■ DATA IN THIS EXERCISE:
Start of Block
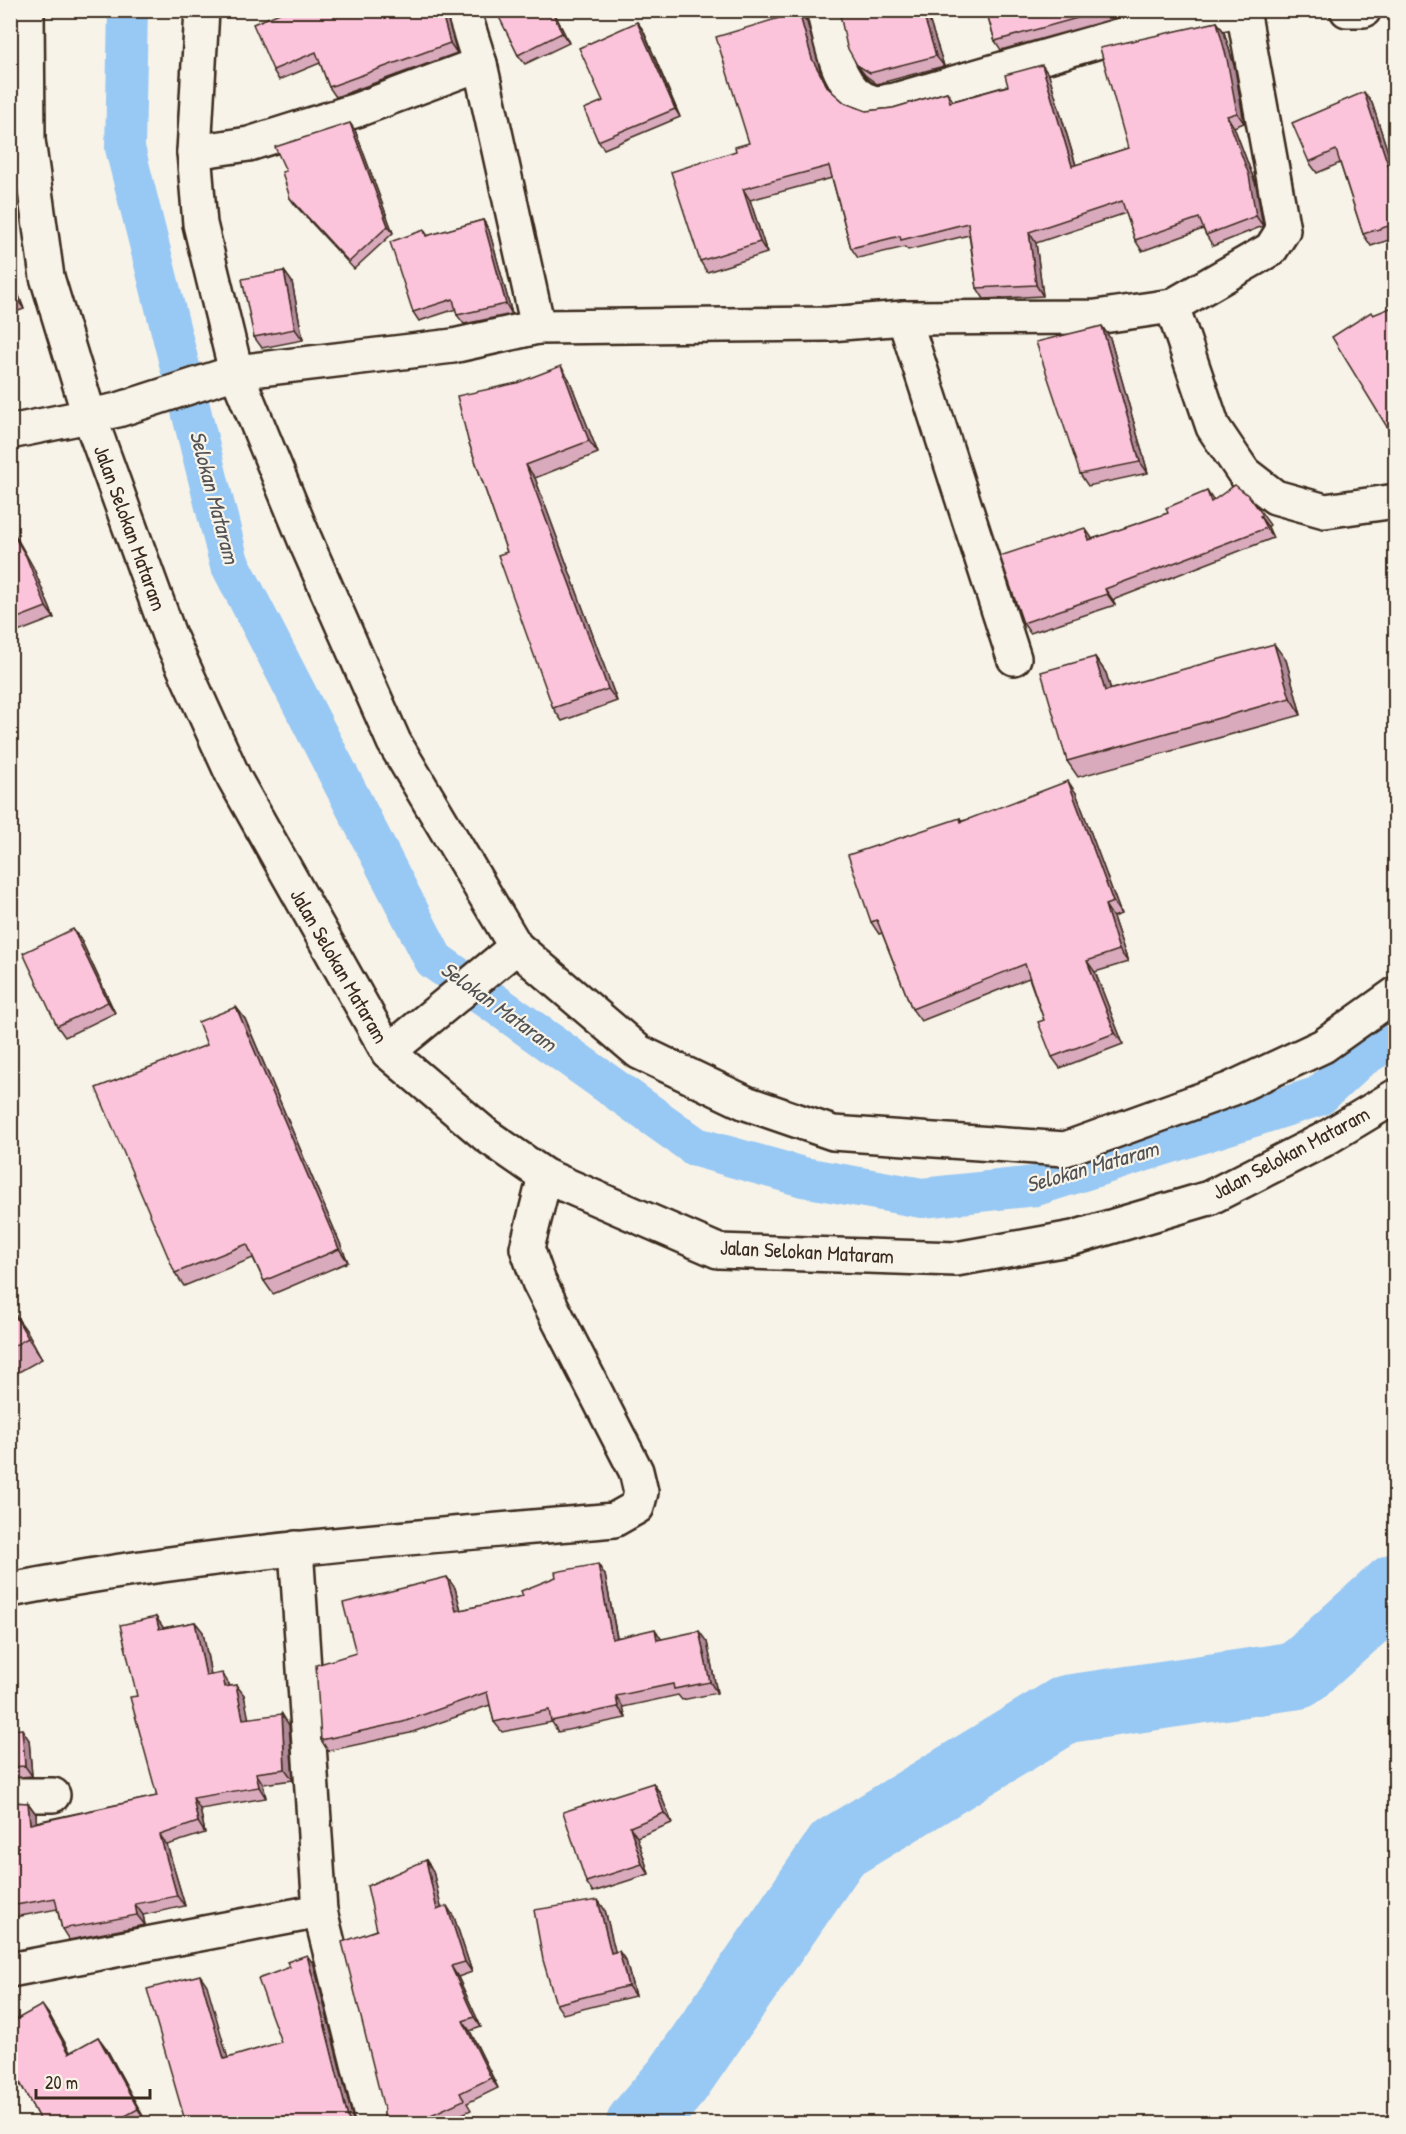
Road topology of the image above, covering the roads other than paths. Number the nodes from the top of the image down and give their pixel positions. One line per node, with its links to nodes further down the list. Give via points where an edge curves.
End of Block
Start of Block
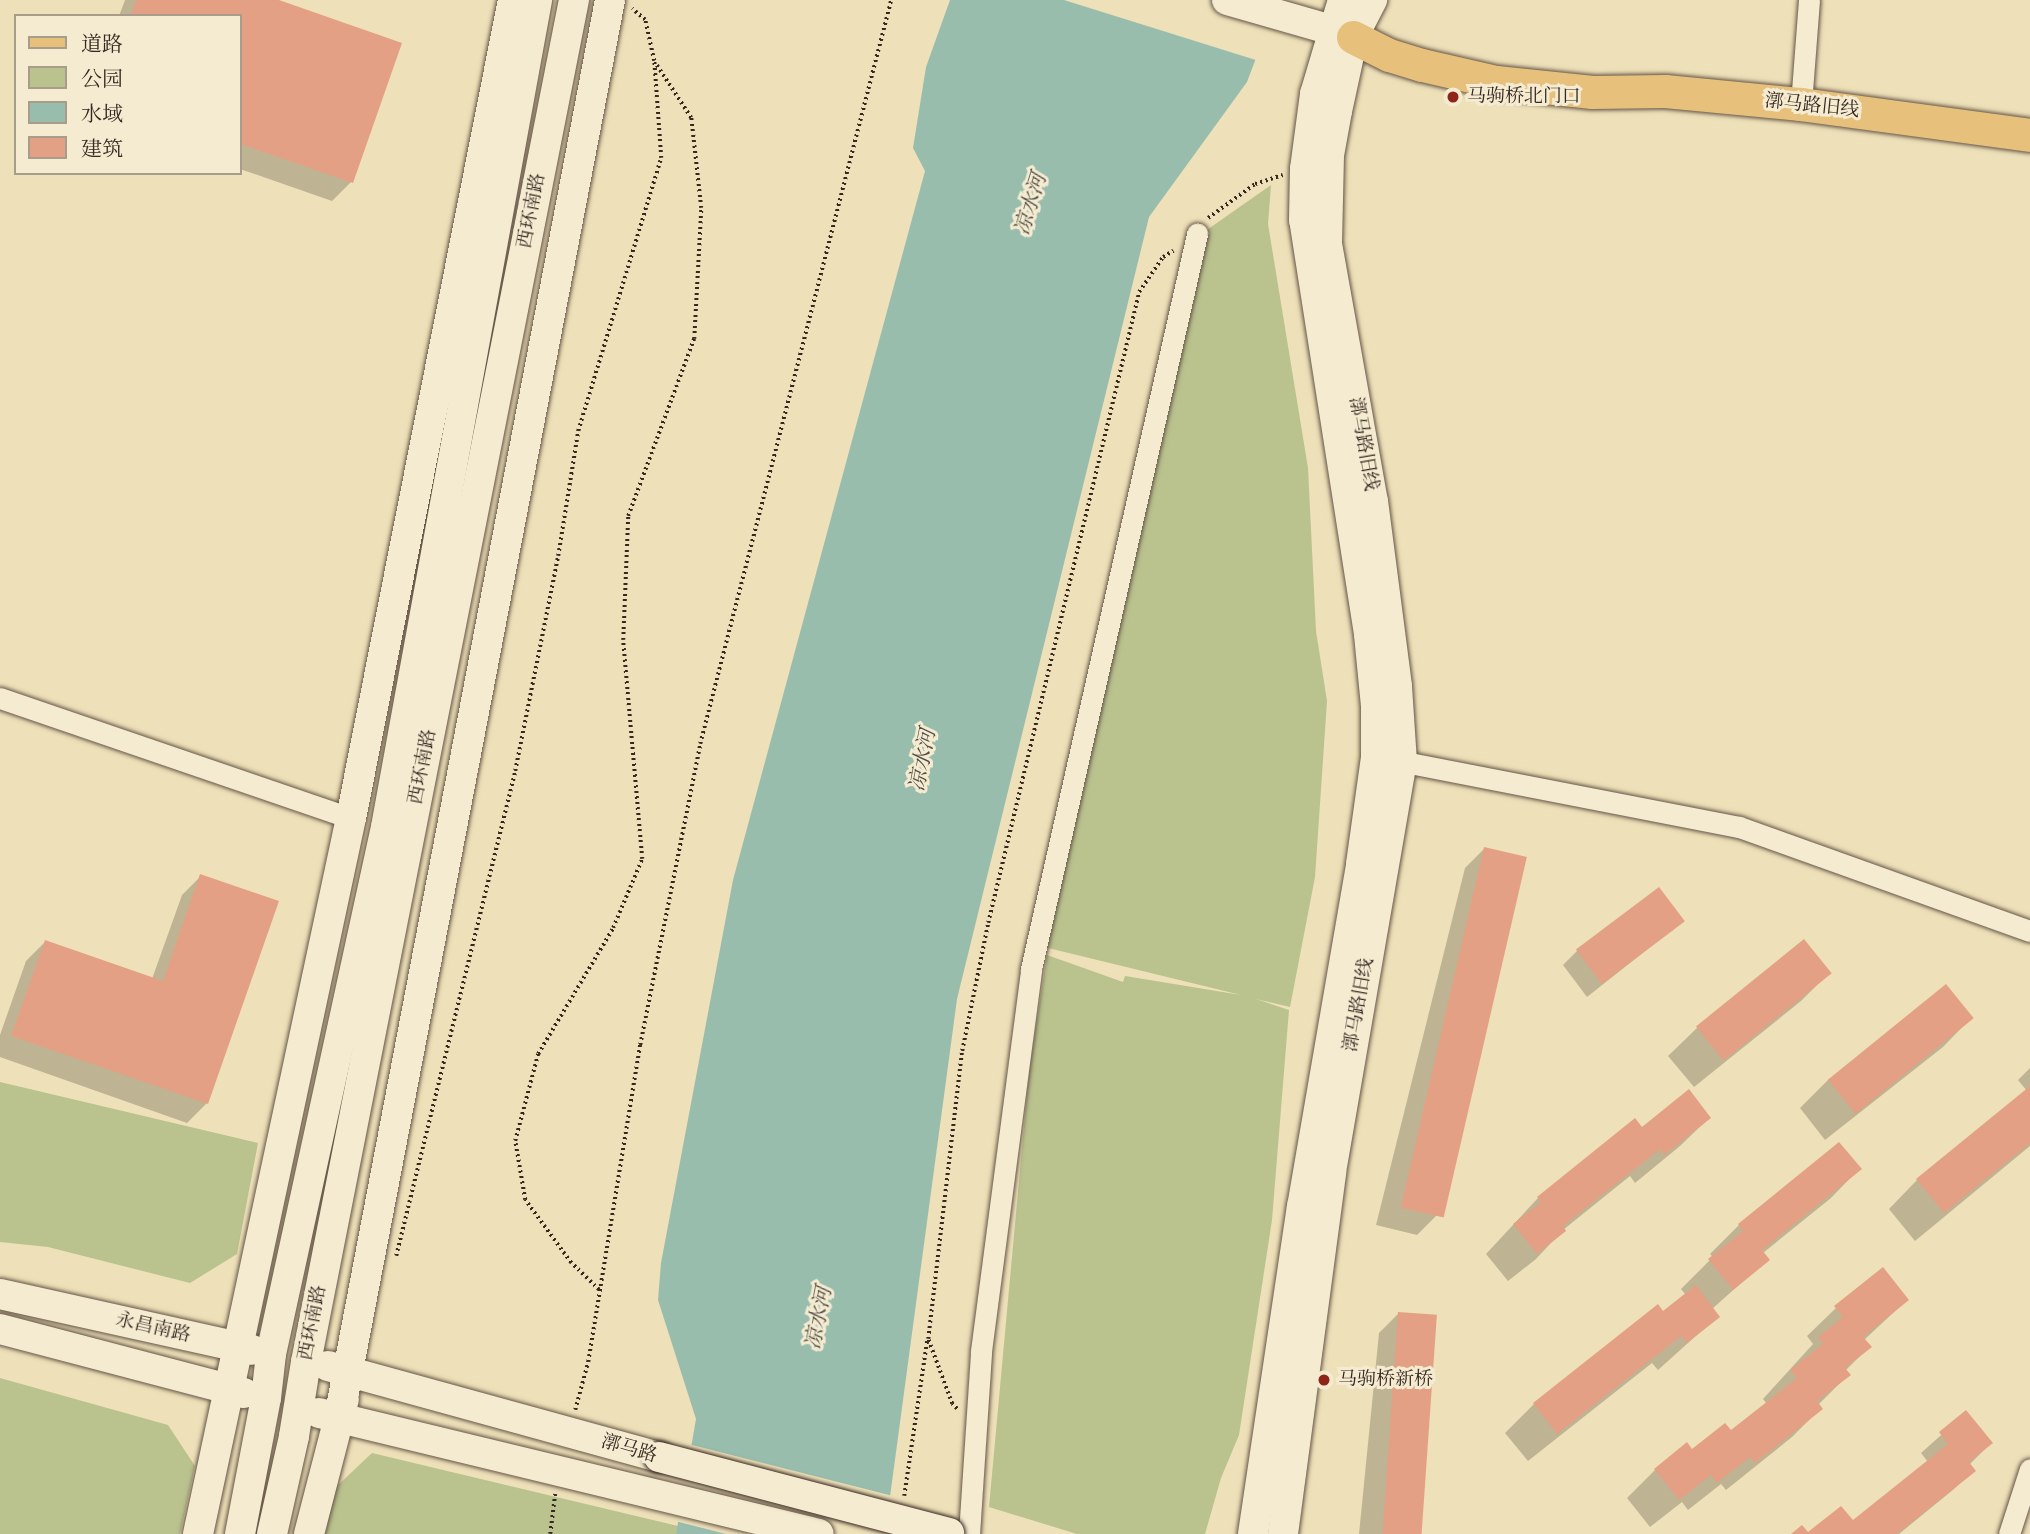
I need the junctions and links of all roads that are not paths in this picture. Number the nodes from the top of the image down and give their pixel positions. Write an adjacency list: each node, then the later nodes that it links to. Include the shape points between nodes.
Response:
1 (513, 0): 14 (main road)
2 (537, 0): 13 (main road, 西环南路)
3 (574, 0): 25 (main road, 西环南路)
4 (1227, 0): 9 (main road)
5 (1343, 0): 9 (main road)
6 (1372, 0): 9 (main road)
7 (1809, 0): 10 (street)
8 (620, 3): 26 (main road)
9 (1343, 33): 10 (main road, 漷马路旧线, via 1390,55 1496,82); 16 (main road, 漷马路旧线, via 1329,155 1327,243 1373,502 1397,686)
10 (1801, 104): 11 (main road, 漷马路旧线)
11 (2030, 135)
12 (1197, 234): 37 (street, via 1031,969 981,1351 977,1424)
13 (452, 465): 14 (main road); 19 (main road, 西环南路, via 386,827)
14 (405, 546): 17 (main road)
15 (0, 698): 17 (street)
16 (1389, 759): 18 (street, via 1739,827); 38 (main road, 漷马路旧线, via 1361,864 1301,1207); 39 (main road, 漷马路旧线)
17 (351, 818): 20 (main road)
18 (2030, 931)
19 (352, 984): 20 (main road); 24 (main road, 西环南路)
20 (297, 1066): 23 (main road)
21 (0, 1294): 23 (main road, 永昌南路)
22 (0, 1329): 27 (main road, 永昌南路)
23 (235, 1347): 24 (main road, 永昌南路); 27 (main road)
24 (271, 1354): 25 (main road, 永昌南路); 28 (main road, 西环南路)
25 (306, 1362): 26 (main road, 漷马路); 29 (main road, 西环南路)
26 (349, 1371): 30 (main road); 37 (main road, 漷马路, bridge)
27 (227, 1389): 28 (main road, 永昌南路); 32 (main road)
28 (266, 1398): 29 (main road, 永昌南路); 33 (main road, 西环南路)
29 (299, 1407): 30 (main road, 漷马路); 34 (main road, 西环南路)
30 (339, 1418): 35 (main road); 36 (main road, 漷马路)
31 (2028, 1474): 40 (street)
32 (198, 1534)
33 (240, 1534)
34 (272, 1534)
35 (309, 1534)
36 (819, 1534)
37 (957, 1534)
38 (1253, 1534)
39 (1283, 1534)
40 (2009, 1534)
End of Block
Start of Block
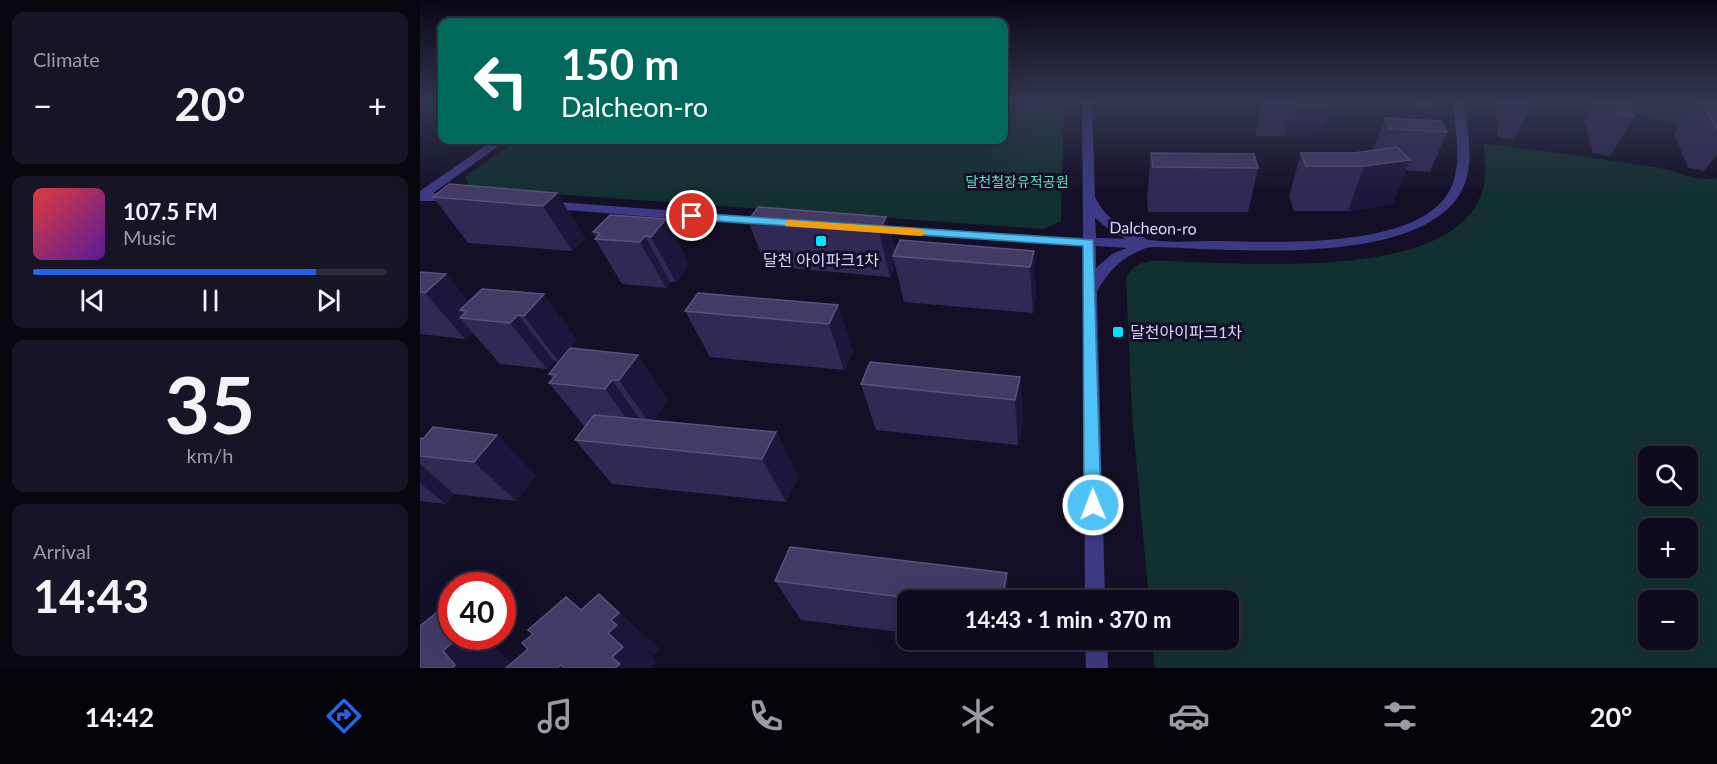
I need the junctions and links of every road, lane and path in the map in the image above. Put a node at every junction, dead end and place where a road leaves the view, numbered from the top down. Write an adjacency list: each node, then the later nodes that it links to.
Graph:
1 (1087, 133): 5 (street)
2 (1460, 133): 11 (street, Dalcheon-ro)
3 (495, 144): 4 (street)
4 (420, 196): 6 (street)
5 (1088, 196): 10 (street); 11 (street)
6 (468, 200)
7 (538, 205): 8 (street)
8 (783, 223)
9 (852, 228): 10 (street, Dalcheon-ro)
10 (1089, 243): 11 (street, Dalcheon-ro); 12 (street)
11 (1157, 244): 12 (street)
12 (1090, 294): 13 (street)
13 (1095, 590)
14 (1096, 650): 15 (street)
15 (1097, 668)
End of Block
■ EXERCISE DIRECTIONS:
Wherever the string "links" occurs in the data, copy the line that holds it.

■ SOLUTION FOR THIS PROBLEM:
Road topology of the image above, covering the roads other than paths. Number the nodes from the top of the image down and give their pixel positions. One line per node, with its links to nodes further down the list. Give via points where an edge curves.
I need the junctions and links of all roads that are not paths in this picture. Number the nodes from the top of the image down and give their pixel positions. Write an adjacency list: each node, then the later nodes that it links to. Include the shape points between nodes.
I need the junctions and links of every road, lane and path in the map in the image above. Put a node at every junction, dead end and place where a road leaves the view, numbered from the top down. Write an adjacency list: each node, then the later nodes that it links to.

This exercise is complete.